Потом Фалея в избу сводят на стакашек-другой бражки, угощение заслуженное, и — обратно. Но обратно-то приключений уже никаких. До пруда разве ребяток насажают, да редко когда вскочит в телегу хороший какой Фалея знакомый. Обычно же он никому зря кататься не дозволяет, Фалей-то…

Как раз когда в обратный путь на делянки шли, у своротки с проселка на межи и сидел он нынче на камушке, Василий-то.

По всему судить, так ездка была последняя — смеркалось. За болотами, правда, красным кругом еще светилось низко солнышко. Но в болотах уже рождался по низинкам туман. В воздухе чисто, чуть-чуть лишь изредка потягивало дымком от затухавших костерков.

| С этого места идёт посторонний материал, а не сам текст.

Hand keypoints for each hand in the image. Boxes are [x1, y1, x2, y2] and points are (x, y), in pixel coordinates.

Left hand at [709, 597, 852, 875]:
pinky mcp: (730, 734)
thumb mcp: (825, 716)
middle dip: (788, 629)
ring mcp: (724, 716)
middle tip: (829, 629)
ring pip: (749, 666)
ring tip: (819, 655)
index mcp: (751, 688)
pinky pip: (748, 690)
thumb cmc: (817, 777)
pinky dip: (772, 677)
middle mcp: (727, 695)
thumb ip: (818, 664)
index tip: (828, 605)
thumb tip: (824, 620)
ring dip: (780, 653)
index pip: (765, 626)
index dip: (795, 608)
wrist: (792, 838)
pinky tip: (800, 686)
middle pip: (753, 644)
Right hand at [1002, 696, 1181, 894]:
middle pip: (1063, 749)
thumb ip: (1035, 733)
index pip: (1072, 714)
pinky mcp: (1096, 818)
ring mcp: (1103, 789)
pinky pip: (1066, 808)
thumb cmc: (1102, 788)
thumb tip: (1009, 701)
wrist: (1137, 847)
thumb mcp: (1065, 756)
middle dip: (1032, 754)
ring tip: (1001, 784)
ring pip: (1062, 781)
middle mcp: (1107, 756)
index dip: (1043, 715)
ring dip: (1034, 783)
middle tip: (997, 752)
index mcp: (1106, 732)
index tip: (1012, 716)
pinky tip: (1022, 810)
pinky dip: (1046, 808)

Василий-то на делянках нынче, может, и раньше был, когда очереди все занимали, только он, Гришка, его впервые за весь день именно на камушке у своротки увидел. А очереди-то когда занимали, и правда, что одни бабы больше кружили. Шумели, кричали. Которые и плакали. Однако все это Фалея касалось: ему ведь решать, кому первому вывозить, кому и после, как, словом, успеется. Тогда, должно, и Василий подбегал, да только он, Гришка-то, в сутолоке его и не приметил, верно.

На скрип колес Василий с камушка вскинулся. Взмахнул рукой: сюда, мол. Гришка скосился: чего, Фалей? А Фалей важно ничего по сторонам не замечает и лишь вперед видит, ровно шофер какой. А чего? Когда картошки вывозят да веснами, когда пашут, Фалей на делянках изо всех самый, можно сказать, наиглавный и желательный человек. Фалей и он, конечно, Гришка.

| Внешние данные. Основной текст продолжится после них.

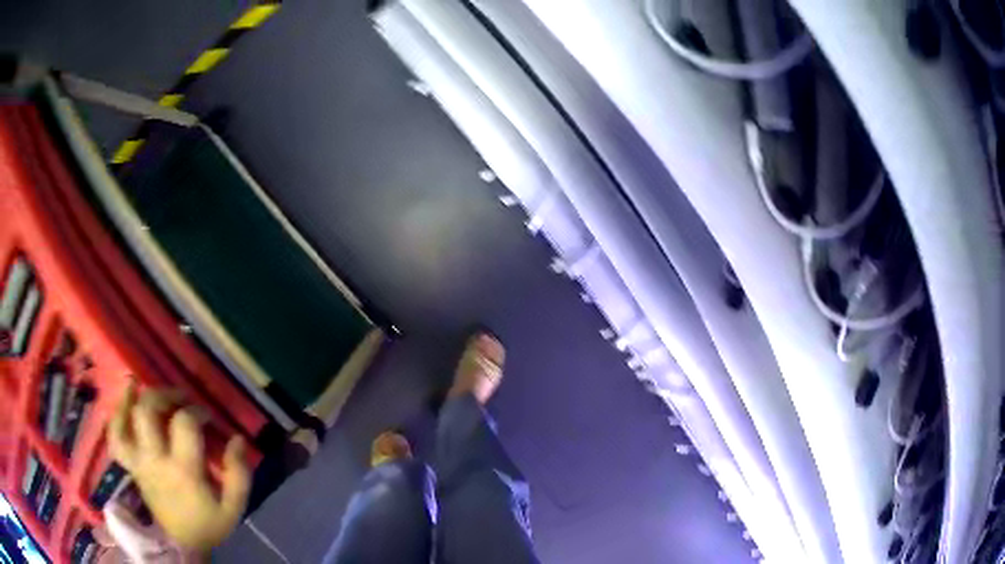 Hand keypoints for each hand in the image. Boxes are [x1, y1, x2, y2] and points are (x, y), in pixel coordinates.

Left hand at [108, 384, 250, 553]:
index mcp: (183, 470)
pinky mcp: (131, 467)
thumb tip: (238, 439)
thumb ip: (239, 474)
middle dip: (164, 394)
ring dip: (132, 399)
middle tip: (179, 397)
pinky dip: (116, 417)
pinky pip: (115, 438)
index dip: (197, 411)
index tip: (208, 417)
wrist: (183, 546)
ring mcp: (139, 462)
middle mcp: (155, 460)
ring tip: (138, 385)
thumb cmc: (209, 525)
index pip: (184, 424)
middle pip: (148, 411)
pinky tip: (123, 404)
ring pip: (126, 420)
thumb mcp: (234, 507) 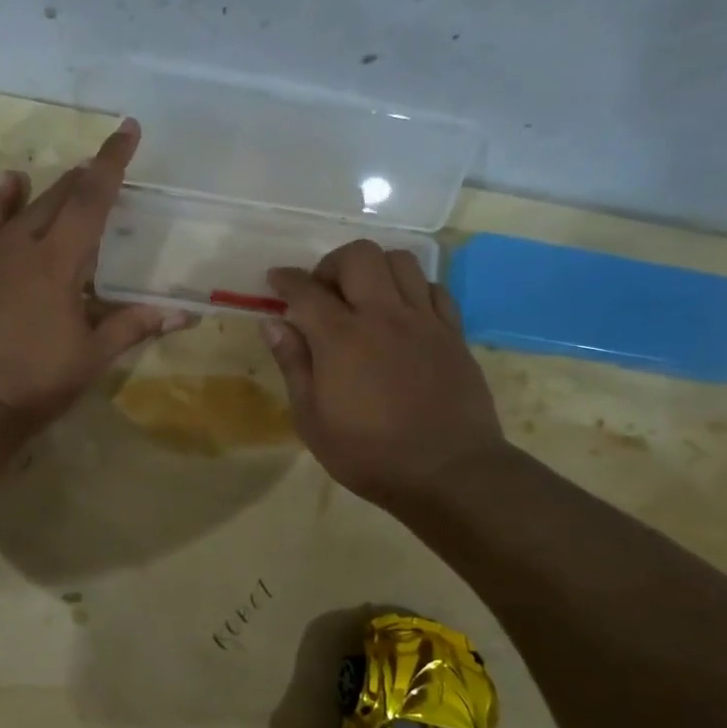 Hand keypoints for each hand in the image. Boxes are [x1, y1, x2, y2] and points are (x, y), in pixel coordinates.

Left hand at [0, 120, 190, 427]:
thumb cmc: (37, 380)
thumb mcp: (92, 356)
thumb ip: (134, 326)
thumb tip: (184, 315)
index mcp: (58, 262)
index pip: (91, 199)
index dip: (112, 162)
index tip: (126, 128)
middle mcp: (23, 246)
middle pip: (59, 197)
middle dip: (86, 175)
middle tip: (106, 163)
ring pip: (24, 207)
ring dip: (50, 188)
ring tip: (68, 174)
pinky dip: (3, 203)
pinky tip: (9, 186)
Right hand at [260, 240, 507, 508]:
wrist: (448, 471)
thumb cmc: (369, 454)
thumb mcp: (312, 420)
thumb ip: (293, 365)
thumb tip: (273, 323)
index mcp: (341, 338)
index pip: (306, 289)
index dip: (285, 279)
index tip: (275, 279)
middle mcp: (383, 316)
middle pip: (359, 256)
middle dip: (332, 264)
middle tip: (323, 292)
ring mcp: (423, 320)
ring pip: (401, 261)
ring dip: (375, 269)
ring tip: (364, 297)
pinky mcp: (453, 333)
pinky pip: (434, 288)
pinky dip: (412, 289)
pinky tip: (403, 314)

Ну, а как ближе-то к своротке подъехали, Василий и разулыбался! Рукой широко запоказывал: сюда, сюда, мол, пожалте… Лицо все такое же, глазки серенькие, чуть косенькие. Только уж больно коричневое все, гораздо темнее стало, чем раньше, лицо-то. Да рот незнакомо полон белого железа… На телегу было вспрыгнул, папироски Фалею кажет, угощает, стало быть. Фалей же, ни слова не говоря, наоборот — с телеги-то скок: намекнул, значит, что его, Гришку, жалеть надо. Чего ж, деваться тут некуда, и Василий тоже спрыгнул. Не обиделся вроде, снова своим железным ртом заулыбался, радостный, поди, что его в поле с картошками ночевать не оставили. И вокруг Фалея закружил. То сбоку заглянет, то вперед забежит. Ветки с дороги, кустики махонькие там отвернет, чтобы помехи никакой не было. Тоже догадался-то, ветки отворачивать! И не мешали они вовсе…

…А в то лето начал старый, рыжиною на щеках обросший солдат по субботам запрягать его, Гришку, в лаковый возок. И был он, Гришка, к той поре уже меринком.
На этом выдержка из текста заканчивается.